IEEE Trans Neural Syst Rehabil Eng. 2012 Sep;20(5):708-19. doi: 10.1109/TNSRE.2012.2210246. Epub 2012 Aug 8.
Accurately detecting hidden clinical or behavioral states from sequential measurements is an emerging topic in neuroscience and medicine, which may dramatically impact neural prosthetics, brain-computer interface and drug delivery. For example, early detection of an epileptic seizure from sequential electroencephalographic (EEG) measurements would allow timely administration of anticonvulsant drugs or neurostimulation, thus reducing physical impairment and risks of overtreatment. We develop a Bayesian paradigm for state transition detection that combines optimal control and Markov processes. We define a hidden Markov model of the state evolution and develop a detection policy that minimizes a loss function of both probability of false positives and accuracy (i.e., lag between estimated and actual transition time). Our strategy automatically adapts to each newly acquired measurement based on the state evolution model and the relative loss for false positives and accuracy, thus resulting in a time varying threshold policy. The paradigm was used in two applications: 1) detection of movement onset (behavioral state) from subthalamic single unit recordings in Parkinson's disease patients performing a motor task; 2) early detection of an approaching seizure (clinical state) from multichannel intracranial EEG recordings in rodents treated with pentylenetetrazol chemoconvulsant. Our paradigm performs significantly better than chance and improves over widely used detection algorithms.

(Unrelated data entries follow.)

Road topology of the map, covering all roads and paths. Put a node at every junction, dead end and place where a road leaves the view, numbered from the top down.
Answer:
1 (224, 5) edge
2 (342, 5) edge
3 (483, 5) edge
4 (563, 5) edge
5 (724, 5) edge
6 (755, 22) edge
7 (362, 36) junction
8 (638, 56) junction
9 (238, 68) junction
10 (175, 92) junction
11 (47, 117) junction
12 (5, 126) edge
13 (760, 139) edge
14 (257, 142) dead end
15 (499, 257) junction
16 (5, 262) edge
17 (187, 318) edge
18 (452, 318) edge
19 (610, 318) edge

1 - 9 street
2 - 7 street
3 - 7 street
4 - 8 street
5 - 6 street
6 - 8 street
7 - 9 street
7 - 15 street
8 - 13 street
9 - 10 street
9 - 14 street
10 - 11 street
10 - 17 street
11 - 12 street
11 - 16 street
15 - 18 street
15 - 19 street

从连续测量中准确检测隐藏的临床或行为状态是神经科学和医学中的一个新兴主题,这可能会对神经假肢、脑机接口和药物输送产生重大影响。例如,从连续脑电图 (EEG) 测量中早期检测癫痫发作,可以及时给予抗惊厥药物或神经刺激,从而减少身体损伤和过度治疗的风险。我们开发了一种用于状态转换检测的贝叶斯范式,它结合了最优控制和马尔可夫过程。我们定义了状态演化的隐马尔可夫模型,并开发了一种检测策略,该策略最小化假阳性概率和准确性的损失函数(即估计和实际转换时间之间的滞后)。我们的策略根据状态演化模型和假阳性与准确性的相对损失,自动适应每个新获取的测量值,从而导致时变阈值策略。该范例用于两个应用:1)在帕金森病患者进行运动任务时从丘脑下单个单元记录中检测运动起始(行为状态);2)在戊四氮化学惊厥剂治疗的啮齿动物中,从多通道颅内 EEG 记录中早期检测即将发生的癫痫发作(临床状态)。我们的范例表现明显优于随机水平,并优于广泛使用的检测算法。